Ya se ha señalado que la base fundamental de este gobierno no son sólo las fuerzas armadas, sino principalmente las fuerzas policiales. La lógica de exterminio, desaparición y asesinato que forma la columna vertebral de la policía brasileña ganó un elemento adicional cuando tales acciones comenzaron a realizarse sin necesidad de sombras, sin tener que moverse de los focos, como sucedió en este gobierno.

Algo fundamental sucede cuando se hace lo mismo, pero sin necesidad de enmascaramiento, con la certeza absoluta de la impunidad y con el aplauso del Palacio del Planalto. En este caso, el trasfondo miliciano de la policía brasileña aparece de manera completamente descontrolada, pudiendo producir una irresistible dinámica de contagio social. Es decir, otros grupos sociales, o incluso individuos aislados, están cada vez más autorizados a actuar como si estuvieran en una situación de guerra.

De hecho, como en los movimientos fascistas históricos, la base armada de este proyecto político no proviene precisamente de las fuerzas militares tradicionales, sino de la organización de la sociedad basada en la lógica de las milicias. La milicia se convierte entonces en el modelo fundamental de organización social. Esto quiere decir que el ejercicio de la violencia aparece como un atributo fundamental del ejercicio de la ciudadanía, por extraño que esto pueda parecer inicialmente. Ser ciudadano, ser ciudadano es, en esta lógica, poder usar la violencia para “defensa propia”, y siempre es bueno recordar (y esto nos lo muestra claramente la experiencia colonial) que no todos tienen la supuesto “derecho de legítima defensa”. Algunos sólo tienen la condición de cuerpos para ser fusilados.

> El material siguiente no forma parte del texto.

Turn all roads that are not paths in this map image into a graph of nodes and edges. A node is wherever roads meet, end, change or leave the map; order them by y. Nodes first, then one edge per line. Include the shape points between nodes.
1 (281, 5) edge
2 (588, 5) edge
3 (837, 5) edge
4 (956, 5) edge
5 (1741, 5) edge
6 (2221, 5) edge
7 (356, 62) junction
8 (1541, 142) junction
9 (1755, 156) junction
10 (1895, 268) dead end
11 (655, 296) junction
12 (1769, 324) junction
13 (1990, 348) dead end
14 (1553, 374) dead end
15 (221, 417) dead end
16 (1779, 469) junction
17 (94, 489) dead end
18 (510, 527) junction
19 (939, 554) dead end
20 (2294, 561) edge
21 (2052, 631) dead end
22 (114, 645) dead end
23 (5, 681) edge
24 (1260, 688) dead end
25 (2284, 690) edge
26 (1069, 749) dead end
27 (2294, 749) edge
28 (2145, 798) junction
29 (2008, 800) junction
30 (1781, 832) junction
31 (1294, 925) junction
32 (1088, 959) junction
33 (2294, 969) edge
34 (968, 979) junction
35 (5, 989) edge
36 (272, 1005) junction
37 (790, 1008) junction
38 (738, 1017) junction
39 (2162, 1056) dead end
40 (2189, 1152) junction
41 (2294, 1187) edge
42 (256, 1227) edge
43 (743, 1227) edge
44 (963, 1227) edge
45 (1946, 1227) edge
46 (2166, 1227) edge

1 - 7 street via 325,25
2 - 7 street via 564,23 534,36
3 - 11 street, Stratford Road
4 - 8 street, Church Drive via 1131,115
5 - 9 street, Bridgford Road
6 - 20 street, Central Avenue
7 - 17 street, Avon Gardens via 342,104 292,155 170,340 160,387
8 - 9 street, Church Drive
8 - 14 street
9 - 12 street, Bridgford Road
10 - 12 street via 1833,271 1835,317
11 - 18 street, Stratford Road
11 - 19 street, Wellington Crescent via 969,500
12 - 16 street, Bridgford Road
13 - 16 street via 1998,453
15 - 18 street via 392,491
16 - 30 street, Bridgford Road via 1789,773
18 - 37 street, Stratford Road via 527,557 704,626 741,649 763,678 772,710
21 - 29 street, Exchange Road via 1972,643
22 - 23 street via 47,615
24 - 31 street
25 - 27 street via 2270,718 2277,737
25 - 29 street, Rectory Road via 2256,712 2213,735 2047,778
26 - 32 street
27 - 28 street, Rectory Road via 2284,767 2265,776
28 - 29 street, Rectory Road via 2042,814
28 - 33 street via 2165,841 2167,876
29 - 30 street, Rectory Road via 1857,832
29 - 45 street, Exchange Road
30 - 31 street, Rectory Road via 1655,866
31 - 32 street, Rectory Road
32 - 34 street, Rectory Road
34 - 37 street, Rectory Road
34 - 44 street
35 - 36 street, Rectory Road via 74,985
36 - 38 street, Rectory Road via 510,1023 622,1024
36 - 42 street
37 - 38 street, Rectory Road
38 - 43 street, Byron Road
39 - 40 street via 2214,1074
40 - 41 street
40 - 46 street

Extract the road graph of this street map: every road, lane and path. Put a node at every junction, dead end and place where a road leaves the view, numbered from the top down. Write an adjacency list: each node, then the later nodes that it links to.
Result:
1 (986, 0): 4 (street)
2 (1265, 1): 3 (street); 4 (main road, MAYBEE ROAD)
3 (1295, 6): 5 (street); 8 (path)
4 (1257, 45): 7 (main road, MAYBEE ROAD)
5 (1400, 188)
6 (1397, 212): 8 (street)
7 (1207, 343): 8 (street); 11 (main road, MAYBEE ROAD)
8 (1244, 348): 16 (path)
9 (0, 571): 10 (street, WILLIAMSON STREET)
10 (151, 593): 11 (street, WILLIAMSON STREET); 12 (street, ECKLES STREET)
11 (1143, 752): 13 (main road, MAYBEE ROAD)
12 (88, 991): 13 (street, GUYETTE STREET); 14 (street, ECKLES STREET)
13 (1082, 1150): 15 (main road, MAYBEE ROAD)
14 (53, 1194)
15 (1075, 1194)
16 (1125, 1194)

Así, no se equivocan quienes afirman que el principal objetivo de este gobierno es hacer de cada brasileño un potencial miliciano. Es decir, hacer de todos aquellos que se identifican con este “Brasil”, con sus colores patrios, su historia de borrados y genocidios, con su agronegocio depredador, un miliciano reconciliado consigo mismo.

Alguien indiferente a la muerte de los “enemigos”, simpatizante de la corrupción proveniente de la suya, identificado con figuras embrutecidas de poder y fuerza, mientras se ve a sí mismo como el defensor armado de Occidente y sus valores. Esto no es solo un proyecto de poder, sino efectivamente un proyecto de sociedad. Contra eso, necesitaremos algo del tamaño de la fuerza de otra imagen social.

*Vladimir Safatle Es profesor de filosofía en la USP. Autor, entre otros libros, de Modos de transformar mundos: Lacan, política y emancipación (Auténtico).